→ **Aim of the exercise**
How many lines of these entries include the string "Spirez"? State the number alone.

*** Working data ***

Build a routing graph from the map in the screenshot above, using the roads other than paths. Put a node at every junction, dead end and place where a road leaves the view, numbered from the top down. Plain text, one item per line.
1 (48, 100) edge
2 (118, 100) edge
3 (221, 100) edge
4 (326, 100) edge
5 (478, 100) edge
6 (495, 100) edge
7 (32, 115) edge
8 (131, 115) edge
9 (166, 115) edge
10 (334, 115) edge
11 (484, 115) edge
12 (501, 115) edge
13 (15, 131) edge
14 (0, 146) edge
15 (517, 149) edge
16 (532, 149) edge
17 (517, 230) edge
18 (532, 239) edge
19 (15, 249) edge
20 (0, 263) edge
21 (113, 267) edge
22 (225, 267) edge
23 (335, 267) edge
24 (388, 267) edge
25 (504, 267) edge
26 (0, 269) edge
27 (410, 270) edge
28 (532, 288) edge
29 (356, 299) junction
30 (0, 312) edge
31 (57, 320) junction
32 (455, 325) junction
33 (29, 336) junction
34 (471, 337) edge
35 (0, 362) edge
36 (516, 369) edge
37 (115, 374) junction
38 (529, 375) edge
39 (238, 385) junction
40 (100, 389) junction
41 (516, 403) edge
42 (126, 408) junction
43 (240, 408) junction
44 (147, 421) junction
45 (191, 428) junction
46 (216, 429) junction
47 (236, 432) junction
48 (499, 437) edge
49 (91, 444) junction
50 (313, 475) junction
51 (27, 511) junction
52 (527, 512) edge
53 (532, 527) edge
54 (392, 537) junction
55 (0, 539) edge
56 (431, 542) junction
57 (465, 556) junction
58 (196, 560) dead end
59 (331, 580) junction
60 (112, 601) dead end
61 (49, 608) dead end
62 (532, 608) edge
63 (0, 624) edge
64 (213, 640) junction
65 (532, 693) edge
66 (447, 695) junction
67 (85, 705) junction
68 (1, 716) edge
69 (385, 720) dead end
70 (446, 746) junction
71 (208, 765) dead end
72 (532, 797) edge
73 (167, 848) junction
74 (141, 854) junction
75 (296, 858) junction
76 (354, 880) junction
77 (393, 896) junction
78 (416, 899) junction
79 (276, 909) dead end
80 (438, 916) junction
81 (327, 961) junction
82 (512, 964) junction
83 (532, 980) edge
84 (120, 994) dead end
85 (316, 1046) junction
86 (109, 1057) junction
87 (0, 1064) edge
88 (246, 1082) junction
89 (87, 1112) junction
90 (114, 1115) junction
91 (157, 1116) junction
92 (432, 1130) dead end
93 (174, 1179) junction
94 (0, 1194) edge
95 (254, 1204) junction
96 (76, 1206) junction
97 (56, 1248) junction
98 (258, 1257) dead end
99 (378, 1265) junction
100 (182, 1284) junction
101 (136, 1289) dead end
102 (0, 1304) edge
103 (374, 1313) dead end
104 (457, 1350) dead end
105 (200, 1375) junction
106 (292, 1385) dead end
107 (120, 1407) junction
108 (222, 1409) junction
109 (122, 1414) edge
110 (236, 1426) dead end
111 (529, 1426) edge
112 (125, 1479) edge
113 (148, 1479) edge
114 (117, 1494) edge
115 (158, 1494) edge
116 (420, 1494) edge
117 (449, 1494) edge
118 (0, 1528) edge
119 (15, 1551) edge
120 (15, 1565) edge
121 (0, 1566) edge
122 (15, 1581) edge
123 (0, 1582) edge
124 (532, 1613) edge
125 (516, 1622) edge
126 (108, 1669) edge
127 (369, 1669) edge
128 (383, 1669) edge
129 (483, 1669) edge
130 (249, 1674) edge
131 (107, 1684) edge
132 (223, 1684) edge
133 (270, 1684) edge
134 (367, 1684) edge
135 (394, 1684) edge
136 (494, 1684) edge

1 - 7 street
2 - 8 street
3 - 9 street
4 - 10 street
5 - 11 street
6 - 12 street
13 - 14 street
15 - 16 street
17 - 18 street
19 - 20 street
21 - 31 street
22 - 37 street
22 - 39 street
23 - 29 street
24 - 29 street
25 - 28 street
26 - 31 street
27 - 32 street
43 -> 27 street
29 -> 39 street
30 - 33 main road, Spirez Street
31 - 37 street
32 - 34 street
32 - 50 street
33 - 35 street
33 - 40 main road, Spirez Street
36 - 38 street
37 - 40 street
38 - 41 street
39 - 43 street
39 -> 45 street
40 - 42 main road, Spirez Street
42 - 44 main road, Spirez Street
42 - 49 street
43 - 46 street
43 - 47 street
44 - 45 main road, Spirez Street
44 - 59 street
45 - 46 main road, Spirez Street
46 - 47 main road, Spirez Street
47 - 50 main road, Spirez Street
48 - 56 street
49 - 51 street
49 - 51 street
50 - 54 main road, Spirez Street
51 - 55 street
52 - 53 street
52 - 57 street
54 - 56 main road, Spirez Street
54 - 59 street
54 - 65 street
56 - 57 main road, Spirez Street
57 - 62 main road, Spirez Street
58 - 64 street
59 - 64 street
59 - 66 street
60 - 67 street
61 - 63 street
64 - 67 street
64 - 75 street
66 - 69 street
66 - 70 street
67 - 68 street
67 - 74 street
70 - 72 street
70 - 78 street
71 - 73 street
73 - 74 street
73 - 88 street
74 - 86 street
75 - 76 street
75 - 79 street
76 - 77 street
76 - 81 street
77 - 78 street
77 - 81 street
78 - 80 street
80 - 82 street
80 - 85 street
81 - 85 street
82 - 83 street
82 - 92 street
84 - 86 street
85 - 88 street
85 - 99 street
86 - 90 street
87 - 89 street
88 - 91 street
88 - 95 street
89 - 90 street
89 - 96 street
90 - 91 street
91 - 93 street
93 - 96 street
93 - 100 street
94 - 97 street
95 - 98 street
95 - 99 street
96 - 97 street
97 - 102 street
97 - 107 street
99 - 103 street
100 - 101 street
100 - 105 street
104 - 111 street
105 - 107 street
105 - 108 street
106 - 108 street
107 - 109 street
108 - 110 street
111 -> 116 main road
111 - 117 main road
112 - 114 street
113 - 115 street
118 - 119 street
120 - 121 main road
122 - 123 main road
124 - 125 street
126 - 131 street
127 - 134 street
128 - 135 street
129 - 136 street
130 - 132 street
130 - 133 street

*** End of Working data ***

→ **Exercise answer**
12